Arundhati Roy begins
the essay by describing the house of India’s richest man, Mukesh Ambani. She wonders whether it is a house or a temple
of new India or a warehouse for the ghosts of India. The building has twenty
seven floors, three helipads, nine lifts, hanging gardens, gymnasium and six
hundred servants. Roy points out that in India 100 richest people own assets
equivalent to one-fourth of India’s GDP. Here, one has to remember that
millions of people in India survive on less than twenty rupees a day. She
attributes this disparity to
Government’s new economic policy. The new economic policy has made the rich
richer and the poor poorer.
Arundhati Roy gives a
long list of investments made by the corporates like Ambanis, Tata, Jindals,
Infosys, Essar and Vedanta. In their race for growth, they have spread their
wings across Europe, Central Asia, Africa and America. Privatisation has been a
boon to these corporates.
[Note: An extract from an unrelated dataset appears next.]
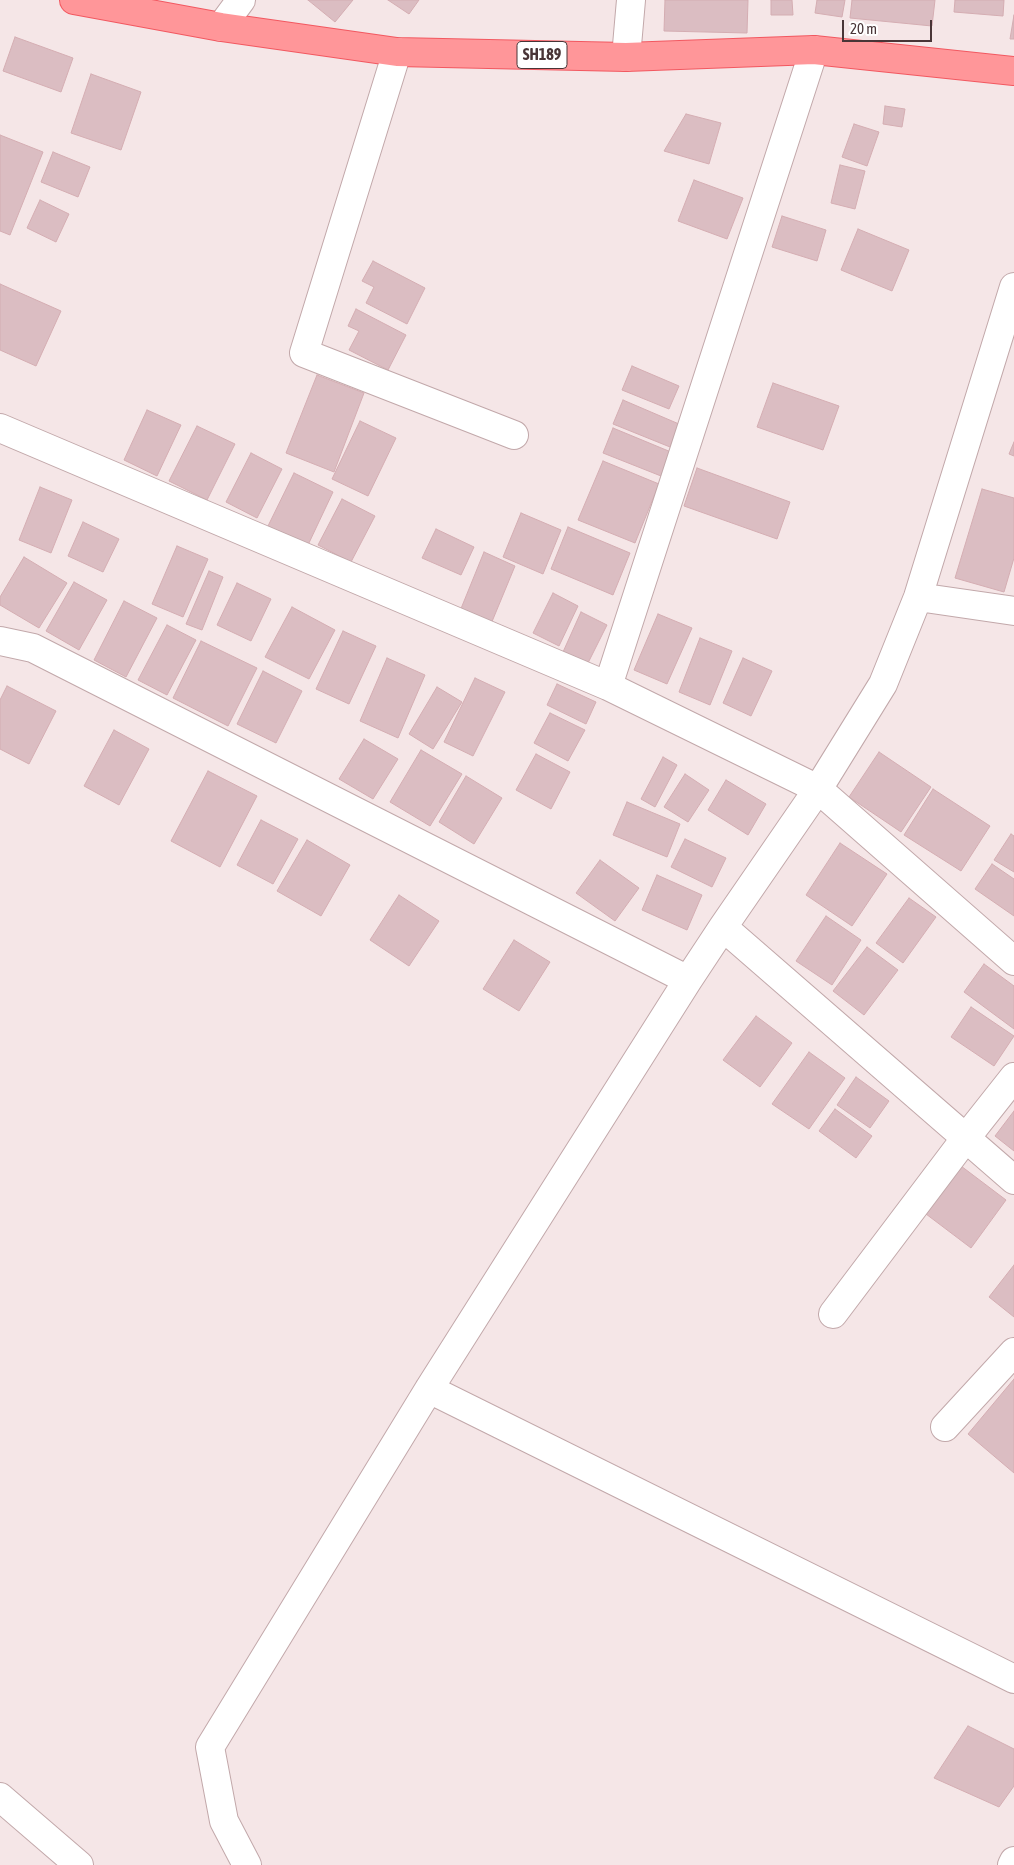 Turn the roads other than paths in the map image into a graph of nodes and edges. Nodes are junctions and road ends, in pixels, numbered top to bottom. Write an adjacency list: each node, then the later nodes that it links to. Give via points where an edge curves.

They sell the rich minerals of India to other
countries at an exorbitant rate after paying a pittance to the government.
Roy is quite critical
that Indian government seizes lands from the poor farmers in the name of
infrastructure projects, dams, construction of high ways, airports and car
manufacturing units. It shows its generosity to the multi-national companies by
liberally contributing these huge tracts of land to them. Once national leaders
like Vinobhave and Jayaprakash Narayan fought for land reforms. They
redistributed the land from feudal landlords to landless peasants. Today it is vice
versa. The government takes away lands from the poor peasants and deliver them
to industrial giants. It is disheartening to note that millions of Dalits and
adivasis who are thus driven away from their villages live in slums and shanty
colonies in small towns and mega cities.
The off shoot of
capitalism is privatisation. Privatisation leads to corruption. In India,
corruption has pervaded all fields. Each new corruption makes the last one look
small. Even mountains, rivers and forests are privatised in our country. But it
is done in the name of ‘progress’. In 2005, the state governments of
Chattisgarh, Orissa and Jharkhand signed MoUs with many private companies for
mining Bauxite, iron ore and other minerals. These companies paid a pittance to
the governments but earned trillions of dollars by exporting these valuable
resources to foreign countries. Sometimes the government facilitated the
industrialists to set up their factories by forcibly displacing the people who
lived there for many generations. The people who refused to leave their
homeland were branded as ‘maoists’ and were put in prison.
The government is very
keen on attracting foreign investment in India. For this, they create necessary
infrastructure at the cost of poor Indians. In Gujarat, for the construction of
dams, thousands of people lost their lands and houses. They were compelled to
move to some other parts of the state. Arundhati Roy indignantly argues that
even the cruellest dictators who lived in the past would not have done such a merciless
act. Thus the capitalism and globalization have destroyed the life of the
people who are marginalized.
Arundhati Roy’s Capitalism: A Ghost Story though points
out certain bitter truths, one has to keep in mind that creating necessary
infrastructure is essential for the growth of a nation. For this, it is
inevitable to acquire land from the land owners. This kind of inconveniences is
to be tolerated in the interest of the growth of the nation.